Originally, clay was dug nearby (150 m) in a pit that belonged to the manufacturer. It was yellow clay to which was added 10 to 30% sand and 5% grey clay from Moutiers.

The clay was put into a hopper from which it flowed down into a mixer. It was taken by a conveyor belt to a grinder with two vertical steel mullers, or millstones. Once it had been crushed and then pressed through a sieve by the stones, the clay was once again sent on a conveyor belt to the crushing rolls where it would be ground even more finely before being dumped into a mixer with spiral augurs where it was moistened and mixed until homogenous. It was then put through a vacuum extruder and extruded through the die calibrated according to the size of the products to be made.

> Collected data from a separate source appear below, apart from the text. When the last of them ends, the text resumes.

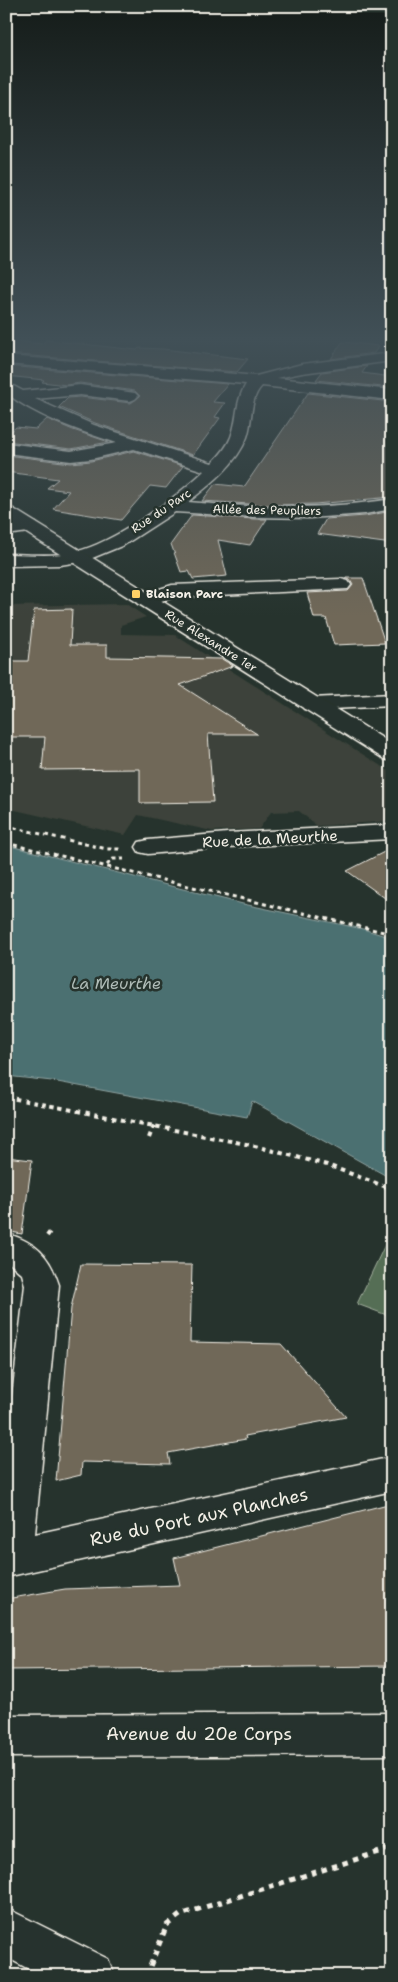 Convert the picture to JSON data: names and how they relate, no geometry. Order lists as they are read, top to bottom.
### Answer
{
  "streets": {
    "street": [
      "Allée des Peupliers",
      "Rue du Parc",
      "Rue Alexandre 1er",
      "Rue de la Meurthe",
      "Rue du Port aux Planches",
      "Avenue du 20e Corps"
    ]
  },
  "crossings": [
    ["Allée des Peupliers", "Rue du Parc"],
    ["Rue du Parc", "Rue Alexandre 1er"]
  ],
  "water": ["La Meurthe"],
  "places": {
    "transit": ["Blaison Parc"]
  }
}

The bricks were placed on racks and then taken to the drying rooms or into the two hot air dryers, each with a capacity of about 120 m3 (4200 ft.3). Hot air was blown into the dryers through four grates in the floor and circulated by four fans at the ceiling. The hot air was provided by the nearest kilns.

Once dry, the bricks were taken to the kiln to be fired. As the floor of the kiln was only a grate in order to allow the fire to surround the bricks, a temporary floor was laid down as the bricks were removed and was reused for the loading of the new bricks to be fired, being progressively taken back up as the kiln was filled. Bricks were placed on edge in “walls” running perpendicular to the loading door and evenly spaced to allow the heat and flames to spread evenly.

When the kiln was full, the door was sealed with bricks covered in a clay and sand mortar. Three small, cylindrical spy holes were left open to be able to see the colour of the kiln’s load near the end of firing and estimate the temperature.


The brickyard had four kilns built at the end of the drying rooms.

  • a kiln of about 30 m3 (1000 ft.3) with 4 fireboxes.
  • a kiln of about 40 m3 (1400 ft.3) with 6 fireboxes.
  • a kiln of about 40 m3 (1400 ft.3) with 6 fireboxes.
  • a kiln of about 40 m3 (1400 ft.3) with 6 fireboxes.

They were down-draught kilns with lateral fireboxes. The fire would go up the chimneys along the walls inside the kiln, curve up under the arch and back down between the stacks of bricks before exiting through the grated flooring and out a trench leading to the chimney that was used by all four kilns, located outside of the buildings.

The firing was divided into two segments. The first day the fires were lit in the fireboxes and fed from one side. On the second day, the fires were lit on the other side and fed while the fires on the first side were also fed but kept low. During this phase, the fireboxes were not fed between 10 pm and 6 am. Then followed a period of intense heating lasting 40 hours, when all the fireboxes were fed roughly every 15 minutes. This brought the temperatures up to about 1300°C (2375°F). This was measured by the colour inside the kiln and also by using small metal rods stuck through the arch of the roof that rested on the stacks of bricks. As the bricks shrank during the firing, the metal rods sank further into the kiln. Index marks noted during past firings made it possible to estimate how much the material had shrunk and how far along the firing was. About 60 steres of wood were used for each firing.

There were usually two firings every week. With four kilns it was possible to organise a rotation that would cut out any wasted time, with one kiln cooling, one being emptied, one being loaded and one waiting at the ready.

After firing, all the fireboxes were carefully sealed using bricks and a clay and sand mortar to prevent them from cooling down too quickly. After three or four days, peep holes, small observation holes at the top of the arch, were opened, and then the top of the door. After a week, the bricks could be taken out.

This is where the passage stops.